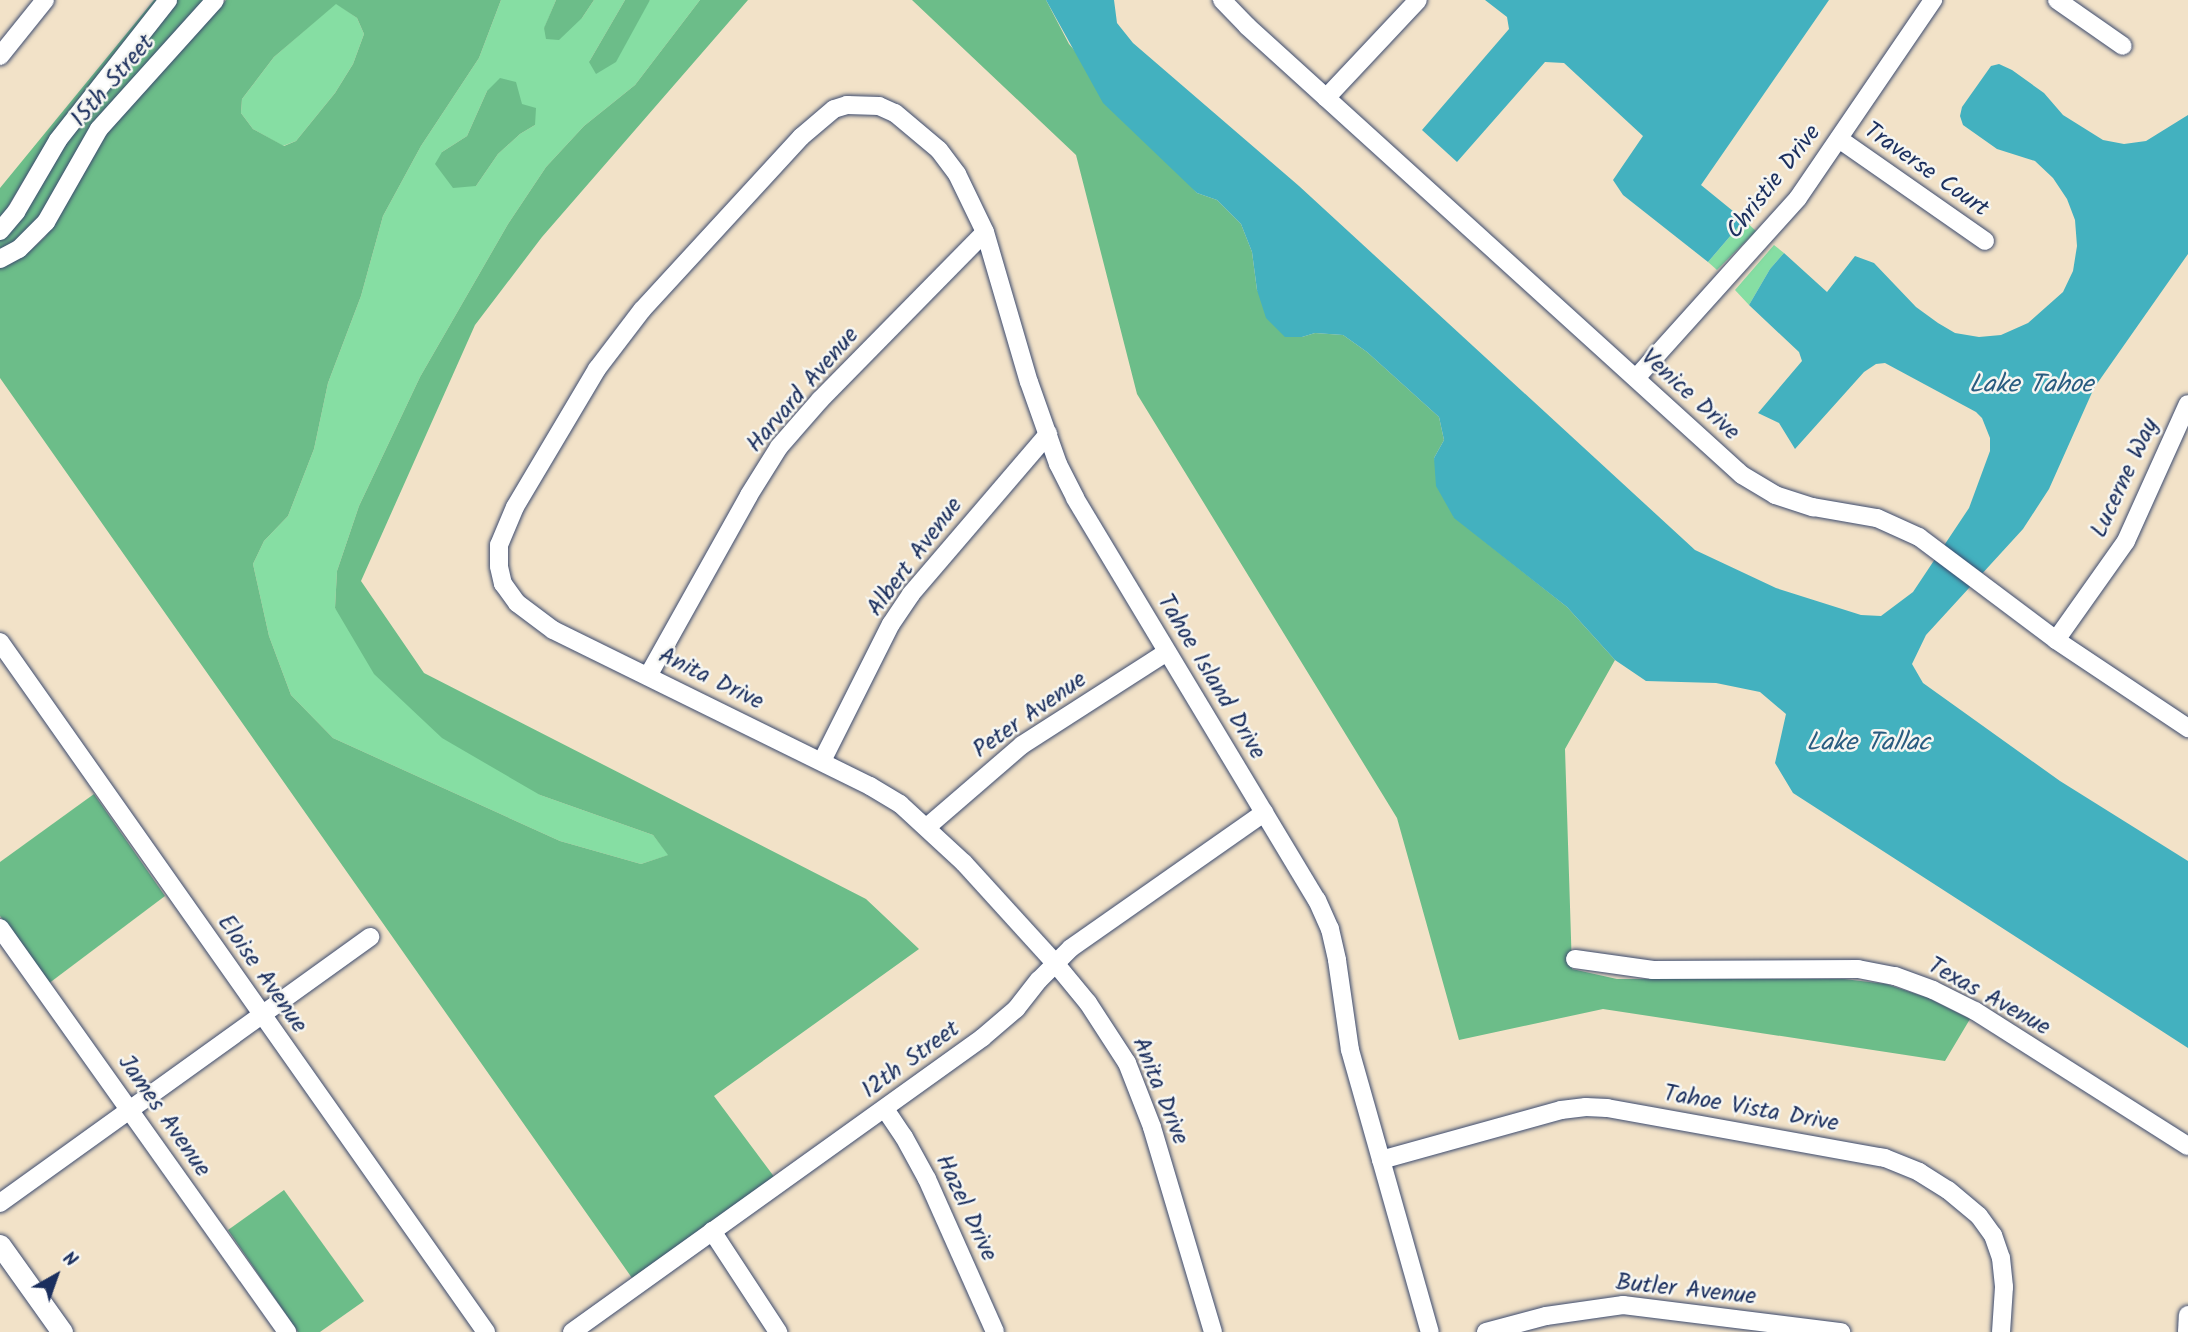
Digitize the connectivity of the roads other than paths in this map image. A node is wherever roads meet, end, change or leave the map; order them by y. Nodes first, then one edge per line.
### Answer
1 (45, 0) edge
2 (168, 0) edge
3 (215, 0) edge
4 (1222, 0) edge
5 (1418, 0) edge
6 (1933, 0) edge
7 (2057, 0) edge
8 (2123, 46) dead end
9 (0, 56) edge
10 (1326, 98) junction
11 (862, 103) joint
12 (1839, 139) junction
13 (0, 231) edge
14 (985, 232) junction
15 (1986, 241) dead end
16 (0, 259) edge
17 (1636, 378) junction
18 (2188, 404) edge
19 (1048, 434) junction
20 (2056, 640) junction
21 (0, 642) edge
22 (1167, 652) junction
23 (648, 676) junction
24 (2188, 728) edge
25 (822, 761) junction
26 (1264, 813) junction
27 (927, 827) junction
28 (0, 928) edge
29 (370, 937) dead end
30 (1575, 959) dead end
31 (1055, 962) junction
32 (262, 1017) junction
33 (885, 1109) junction
34 (130, 1111) junction
35 (2188, 1146) edge
36 (1381, 1160) junction
37 (0, 1203) edge
38 (712, 1231) junction
39 (0, 1245) edge
40 (2188, 1315) edge
41 (62, 1332) edge
42 (288, 1332) edge
43 (486, 1332) edge
44 (572, 1332) edge
45 (778, 1332) edge
46 (995, 1332) edge
47 (1213, 1332) edge
48 (1430, 1332) edge
49 (1486, 1332) edge
50 (1841, 1332) edge
51 (2001, 1332) edge
52 (2187, 1332) edge

1 - 9 street
2 - 13 street, 15th Street
3 - 16 street, 15th Street
4 - 10 street, Venice Drive
5 - 10 street
6 - 12 street, Christie Drive
7 - 8 street
10 - 17 street, Venice Drive
11 - 14 street, Tahoe Island Drive
11 - 23 street, Anita Drive
12 - 15 street, Traverse Court
12 - 17 street, Christie Drive
14 - 19 street, Tahoe Island Drive
14 - 23 street, Harvard Avenue
17 - 20 street, Venice Drive
18 - 20 street, Lucerne Way
19 - 22 street, Tahoe Island Drive
19 - 25 street, Albert Avenue
20 - 24 street, Venice Drive
21 - 32 street, Eloise Avenue
22 - 26 street, Tahoe Island Drive
22 - 27 street, Peter Avenue
23 - 25 street, Anita Drive
25 - 27 street, Anita Drive
26 - 31 street, 12th Street
26 - 36 street, Tahoe Island Drive
27 - 31 street, Anita Drive
28 - 34 street, James Avenue
29 - 32 street
30 - 35 street, Texas Avenue
31 - 33 street, 12th Street
31 - 47 street, Anita Drive
32 - 34 street
32 - 43 street, Eloise Avenue
33 - 38 street, 12th Street
33 - 46 street, Hazel Drive
34 - 37 street
34 - 42 street, James Avenue
36 - 48 street, Tahoe Island Drive
36 - 51 street, Tahoe Vista Drive
38 - 44 street, 12th Street
38 - 45 street
39 - 41 main road
40 - 52 street
49 - 50 street, Butler Avenue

====

- [Task description]: Leaving the pictures aside, repeat the data above exactly.

- [Result of the task]:
Digitize the connectivity of the roads other than paths in this map image. A node is wherever roads meet, end, change or leave the map; order them by y. Nodes first, then one edge per line.
### Answer
1 (45, 0) edge
2 (168, 0) edge
3 (215, 0) edge
4 (1222, 0) edge
5 (1418, 0) edge
6 (1933, 0) edge
7 (2057, 0) edge
8 (2123, 46) dead end
9 (0, 56) edge
10 (1326, 98) junction
11 (862, 103) joint
12 (1839, 139) junction
13 (0, 231) edge
14 (985, 232) junction
15 (1986, 241) dead end
16 (0, 259) edge
17 (1636, 378) junction
18 (2188, 404) edge
19 (1048, 434) junction
20 (2056, 640) junction
21 (0, 642) edge
22 (1167, 652) junction
23 (648, 676) junction
24 (2188, 728) edge
25 (822, 761) junction
26 (1264, 813) junction
27 (927, 827) junction
28 (0, 928) edge
29 (370, 937) dead end
30 (1575, 959) dead end
31 (1055, 962) junction
32 (262, 1017) junction
33 (885, 1109) junction
34 (130, 1111) junction
35 (2188, 1146) edge
36 (1381, 1160) junction
37 (0, 1203) edge
38 (712, 1231) junction
39 (0, 1245) edge
40 (2188, 1315) edge
41 (62, 1332) edge
42 (288, 1332) edge
43 (486, 1332) edge
44 (572, 1332) edge
45 (778, 1332) edge
46 (995, 1332) edge
47 (1213, 1332) edge
48 (1430, 1332) edge
49 (1486, 1332) edge
50 (1841, 1332) edge
51 (2001, 1332) edge
52 (2187, 1332) edge

1 - 9 street
2 - 13 street, 15th Street
3 - 16 street, 15th Street
4 - 10 street, Venice Drive
5 - 10 street
6 - 12 street, Christie Drive
7 - 8 street
10 - 17 street, Venice Drive
11 - 14 street, Tahoe Island Drive
11 - 23 street, Anita Drive
12 - 15 street, Traverse Court
12 - 17 street, Christie Drive
14 - 19 street, Tahoe Island Drive
14 - 23 street, Harvard Avenue
17 - 20 street, Venice Drive
18 - 20 street, Lucerne Way
19 - 22 street, Tahoe Island Drive
19 - 25 street, Albert Avenue
20 - 24 street, Venice Drive
21 - 32 street, Eloise Avenue
22 - 26 street, Tahoe Island Drive
22 - 27 street, Peter Avenue
23 - 25 street, Anita Drive
25 - 27 street, Anita Drive
26 - 31 street, 12th Street
26 - 36 street, Tahoe Island Drive
27 - 31 street, Anita Drive
28 - 34 street, James Avenue
29 - 32 street
30 - 35 street, Texas Avenue
31 - 33 street, 12th Street
31 - 47 street, Anita Drive
32 - 34 street
32 - 43 street, Eloise Avenue
33 - 38 street, 12th Street
33 - 46 street, Hazel Drive
34 - 37 street
34 - 42 street, James Avenue
36 - 48 street, Tahoe Island Drive
36 - 51 street, Tahoe Vista Drive
38 - 44 street, 12th Street
38 - 45 street
39 - 41 main road
40 - 52 street
49 - 50 street, Butler Avenue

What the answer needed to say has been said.